◆ **TASK DIRECTIONS**: Once you reach the line containing "626 716 moveto (年) show", reproduce it and every later line exactly, through the end of the data.

◆ **Stored items**:

#####

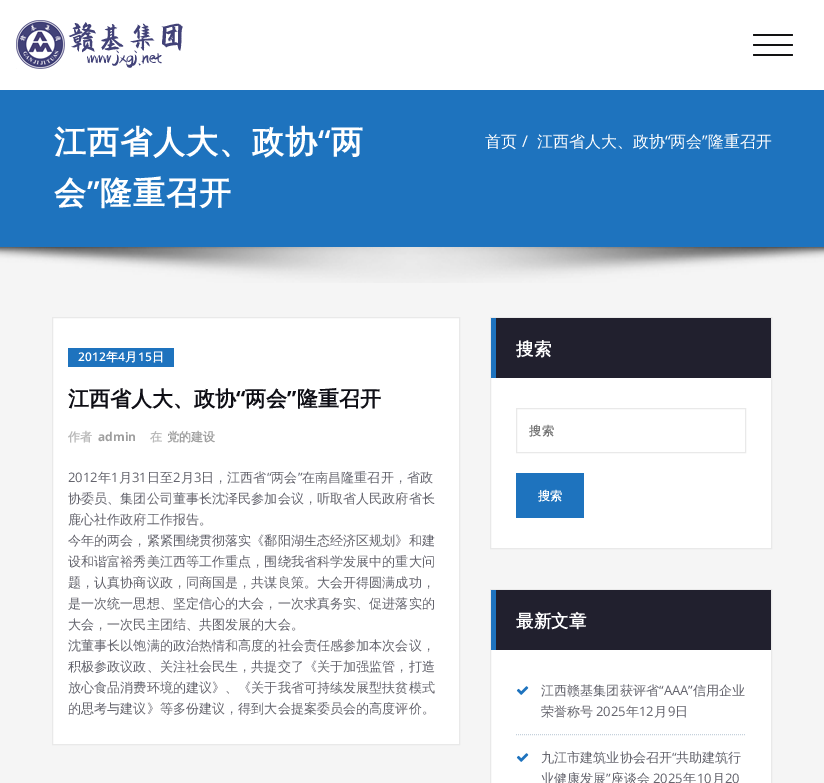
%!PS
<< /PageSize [824 783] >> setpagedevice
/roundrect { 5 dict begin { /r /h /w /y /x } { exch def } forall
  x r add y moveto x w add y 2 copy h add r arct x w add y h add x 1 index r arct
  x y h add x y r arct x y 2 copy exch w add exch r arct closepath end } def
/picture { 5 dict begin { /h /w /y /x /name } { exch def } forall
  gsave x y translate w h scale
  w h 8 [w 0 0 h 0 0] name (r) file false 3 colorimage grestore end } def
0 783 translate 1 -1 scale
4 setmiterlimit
0.961 setgray
0 0 824 783 rectfill
1 setgray
0 0 824 90 rectfill
(img1.rgb) 16 20 167 49 picture
0.071 0.071 0.075 setrgbcolor
753 34 40 2 1 roundrect fill
753 44 40 2 1 roundrect fill
753 54 40 2 1 roundrect fill
0.118 0.451 0.745 setrgbcolor
0 90 824 157 rectfill
/WenQuanYiZenHei-Bold [32 0 0 -32 0 0] selectfont
1 setgray
54 153 moveto 1 0 (江西省人大、政协) ashow
/OpenSans-SemiBold [32 0 0 -32 0 0] selectfont
318 153 moveto 1 0 (“) ashow
/WenQuanYiZenHei-Bold [32 0 0 -32 0 0] selectfont
331 153 moveto 1 0 (两) ashow
54 204 moveto 1 0 (会) ashow
/OpenSans-SemiBold [32 0 0 -32 0 0] selectfont
87 204 moveto 1 0 (”) ashow
/WenQuanYiZenHei-Bold [32 0 0 -32 0 0] selectfont
100 204 moveto 1 0 (隆重召开) ashow
/WenQuanYiZenHei-Medium [16 0 0 -16 0 0] selectfont
485 147 moveto (首页) show
/OpenSans-Regular [16 0 0 -16 0 0] selectfont
522 147 moveto (/) show
/WenQuanYiZenHei-Medium [16 0 0 -16 0 0] selectfont
537 147 moveto (江西省人大、政协) show
/OpenSans-Regular [16 0 0 -16 0 0] selectfont
665 147 moveto (“) show
/WenQuanYiZenHei-Medium [16 0 0 -16 0 0] selectfont
670 147 moveto (两会) show
/OpenSans-Regular [16 0 0 -16 0 0] selectfont
702 147 moveto (”) show
/WenQuanYiZenHei-Medium [16 0 0 -16 0 0] selectfont
708 147 moveto (隆重召开) show
(img2.rgb) 0 247 824 36 picture
newpath 52.5 317.5 moveto 459.5 317.5 lineto 459.5 744.5 lineto 52.5 744.5 lineto closepath gsave fill grestore
0.914 setgray
stroke
0.118 0.451 0.745 setrgbcolor
68 348 106 19 rectfill
/OpenSans-SemiBold [12 0 0 -12 0 0] selectfont
1 setgray
78 361 moveto (2012) show
/WenQuanYiZenHei-Bold [12 0 0 -12 0 0] selectfont
106 361 moveto (年) show
/OpenSans-SemiBold [12 0 0 -12 0 0] selectfont
118 361 moveto (4) show
/WenQuanYiZenHei-Bold [12 0 0 -12 0 0] selectfont
125 361 moveto (月) show
/OpenSans-SemiBold [12 0 0 -12 0 0] selectfont
138 361 moveto (15) show
/WenQuanYiZenHei-Bold [12 0 0 -12 0 0] selectfont
152 361 moveto (日) show
/WenQuanYiZenHei-Bold [21 0 0 -21 0 0] selectfont
0.059 0.059 0.086 setrgbcolor
68 406 moveto (江西省人大、政协) show
/OpenSans-Bold [21 0 0 -21 0 0] selectfont
236 406 moveto (“) show
/WenQuanYiZenHei-Bold [21 0 0 -21 0 0] selectfont
245 406 moveto (两会) show
/OpenSans-Bold [21 0 0 -21 0 0] selectfont
287 406 moveto (”) show
/WenQuanYiZenHei-Bold [21 0 0 -21 0 0] selectfont
297 406 moveto (隆重召开) show
/WenQuanYiZenHei-Bold [12 0 0 -12 0 0] selectfont
0.725 setgray
68 441 moveto (作者) show
/OpenSans-Bold [12 0 0 -12 0 0] selectfont
0.624 setgray
98 441 moveto (admin) show
/WenQuanYiZenHei-Bold [12 0 0 -12 0 0] selectfont
0.725 setgray
150 441 moveto (在) show
0.624 setgray
167 441 moveto (党的建设) show
/OpenSans-Regular [13.1 0 0 -13.1 0 0] selectfont
0.392 0.392 0.427 setrgbcolor
68 482 moveto (2012) show
/WenQuanYiZenHei-Medium [13.1 0 0 -13.1 0 0] selectfont
98 482 moveto (年) show
/OpenSans-Regular [13.1 0 0 -13.1 0 0] selectfont
111 482 moveto (1) show
/WenQuanYiZenHei-Medium [13.1 0 0 -13.1 0 0] selectfont
119 482 moveto (月) show
/OpenSans-Regular [13.1 0 0 -13.1 0 0] selectfont
132 482 moveto (31) show
/WenQuanYiZenHei-Medium [13.1 0 0 -13.1 0 0] selectfont
147 482 moveto (日至) show
/OpenSans-Regular [13.1 0 0 -13.1 0 0] selectfont
173 482 moveto (2) show
/WenQuanYiZenHei-Medium [13.1 0 0 -13.1 0 0] selectfont
181 482 moveto (月) show
/OpenSans-Regular [13.1 0 0 -13.1 0 0] selectfont
194 482 moveto (3) show
/WenQuanYiZenHei-Medium [13.1 0 0 -13.1 0 0] selectfont
201 482 moveto (日，江西省) show
/OpenSans-Regular [13.1 0 0 -13.1 0 0] selectfont
267 482 moveto (“) show
/WenQuanYiZenHei-Medium [13.1 0 0 -13.1 0 0] selectfont
271 482 moveto (两会) show
/OpenSans-Regular [13.1 0 0 -13.1 0 0] selectfont
298 482 moveto (”) show
/WenQuanYiZenHei-Medium [13.1 0 0 -13.1 0 0] selectfont
302 482 moveto (在南昌隆重召开，省政) show
68 503 moveto (协委员、集团公司董事长沈泽民参加会议，听取省人民政府省长) show
68 524 moveto (鹿心社作政府工作报告。) show
68 545 moveto (今年的两会，紧紧围绕贯彻落实《鄱阳湖生态经济区规划》和建) show
68 566 moveto (设和谐富裕秀美江西等工作重点，围绕我省科学发展中的重大问) show
68 587 moveto (题，认真协商议政，同商国是，共谋良策。大会开得圆满成功，) show
68 608 moveto (是一次统一思想、坚定信心的大会，一次求真务实、促进落实的) show
68 629 moveto (大会，一次民主团结、共图发展的大会。) show
68 650 moveto (沈董事长以饱满的政治热情和高度的社会责任感参加本次会议，) show
68 671 moveto (积极参政议政、关注社会民生，共提交了《关于加强监管，打造) show
68 692 moveto (放心食品消费环境的建议》、《关于我省可持续发展型扶贫模式) show
68 713 moveto (的思考与建议》等多份建议，得到大会提案委员会的高度评价。) show
1 setgray
491 378 280 170 rectfill
0.914 setgray
490.5 317.5 281 231 rectstroke
0.129 0.125 0.18 setrgbcolor
496 318 275 60 rectfill
0.118 0.451 0.745 setrgbcolor
491 318 5 60 rectfill
/WenQuanYiZenHei-Bold [17.5 0 0 -17.5 0 0] selectfont
1 setgray
516 355 moveto (搜索) show
0.914 setgray
516.5 408.5 229 44 rectstroke
gsave
529 422 200 18 rectclip
/WenQuanYiZenHei-Bold [12 0 0 -12 0 0] selectfont
0.459 setgray
529 435 moveto 1 0 (搜索) ashow
grestore
0.118 0.451 0.745 setrgbcolor
516 473 68 45 rectfill
/WenQuanYiZenHei-Bold [12 0 0 -12 0 0] selectfont
1 setgray
538 500 moveto (搜索) show
491 650 280 133 rectfill
0.914 setgray
490.5 589.5 281 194 rectstroke
0.129 0.125 0.18 setrgbcolor
496 590 275 60 rectfill
0.118 0.451 0.745 setrgbcolor
491 590 5 60 rectfill
/WenQuanYiZenHei-Bold [17.5 0 0 -17.5 0 0] selectfont
1 setgray
516 627 moveto (最新文章) show
0.773 0.82 0.863 setrgbcolor
[1 1] 0 setdash
newpath 516 734.5 moveto 746 734.5 lineto stroke
(img3.rgb) 516 686 13 9 picture
/WenQuanYiZenHei-Medium [13.1 0 0 -13.1 0 0] selectfont
0.392 0.392 0.427 setrgbcolor
541 695 moveto (江西赣基集团获评省) show
/OpenSans-Regular [13.1 0 0 -13.1 0 0] selectfont
659 695 moveto (“AAA”) show
/WenQuanYiZenHei-Medium [13.1 0 0 -13.1 0 0] selectfont
693 695 moveto (信用企业) show
541 716 moveto (荣誉称号) show
/OpenSans-Regular [13.1 0 0 -13.1 0 0] selectfont
596 716 moveto (2025) show
/WenQuanYiZenHei-Medium [13.1 0 0 -13.1 0 0] selectfont
626 716 moveto (年) show
/OpenSans-Regular [13.1 0 0 -13.1 0 0] selectfont
639 716 moveto (12) show
/WenQuanYiZenHei-Medium [13.1 0 0 -13.1 0 0] selectfont
654 716 moveto (月) show
/OpenSans-Regular [13.1 0 0 -13.1 0 0] selectfont
668 716 moveto (9) show
/WenQuanYiZenHei-Medium [13.1 0 0 -13.1 0 0] selectfont
675 716 moveto (日) show
(img3.rgb) 516 753 13 9 picture
541 762 moveto (九江市建筑业协会召开) show
/OpenSans-Regular [13.1 0 0 -13.1 0 0] selectfont
672 762 moveto (“) show
/WenQuanYiZenHei-Medium [13.1 0 0 -13.1 0 0] selectfont
676 762 moveto (共助建筑行) show
541 783 moveto (业健康发展) show
/OpenSans-Regular [13.1 0 0 -13.1 0 0] selectfont
606 783 moveto (”) show
/WenQuanYiZenHei-Medium [13.1 0 0 -13.1 0 0] selectfont
611 783 moveto (座谈会) show
/OpenSans-Regular [13.1 0 0 -13.1 0 0] selectfont
653 783 moveto (2025) show
/WenQuanYiZenHei-Medium [13.1 0 0 -13.1 0 0] selectfont
683 783 moveto (年) show
/OpenSans-Regular [13.1 0 0 -13.1 0 0] selectfont
697 783 moveto (10) show
/WenQuanYiZenHei-Medium [13.1 0 0 -13.1 0 0] selectfont
712 783 moveto (月) show
/OpenSans-Regular [13.1 0 0 -13.1 0 0] selectfont
725 783 moveto (20) show
showpage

#####

◆ **THE ANSWER**:
626 716 moveto (年) show
/OpenSans-Regular [13.1 0 0 -13.1 0 0] selectfont
639 716 moveto (12) show
/WenQuanYiZenHei-Medium [13.1 0 0 -13.1 0 0] selectfont
654 716 moveto (月) show
/OpenSans-Regular [13.1 0 0 -13.1 0 0] selectfont
668 716 moveto (9) show
/WenQuanYiZenHei-Medium [13.1 0 0 -13.1 0 0] selectfont
675 716 moveto (日) show
(img3.rgb) 516 753 13 9 picture
541 762 moveto (九江市建筑业协会召开) show
/OpenSans-Regular [13.1 0 0 -13.1 0 0] selectfont
672 762 moveto (“) show
/WenQuanYiZenHei-Medium [13.1 0 0 -13.1 0 0] selectfont
676 762 moveto (共助建筑行) show
541 783 moveto (业健康发展) show
/OpenSans-Regular [13.1 0 0 -13.1 0 0] selectfont
606 783 moveto (”) show
/WenQuanYiZenHei-Medium [13.1 0 0 -13.1 0 0] selectfont
611 783 moveto (座谈会) show
/OpenSans-Regular [13.1 0 0 -13.1 0 0] selectfont
653 783 moveto (2025) show
/WenQuanYiZenHei-Medium [13.1 0 0 -13.1 0 0] selectfont
683 783 moveto (年) show
/OpenSans-Regular [13.1 0 0 -13.1 0 0] selectfont
697 783 moveto (10) show
/WenQuanYiZenHei-Medium [13.1 0 0 -13.1 0 0] selectfont
712 783 moveto (月) show
/OpenSans-Regular [13.1 0 0 -13.1 0 0] selectfont
725 783 moveto (20) show
showpage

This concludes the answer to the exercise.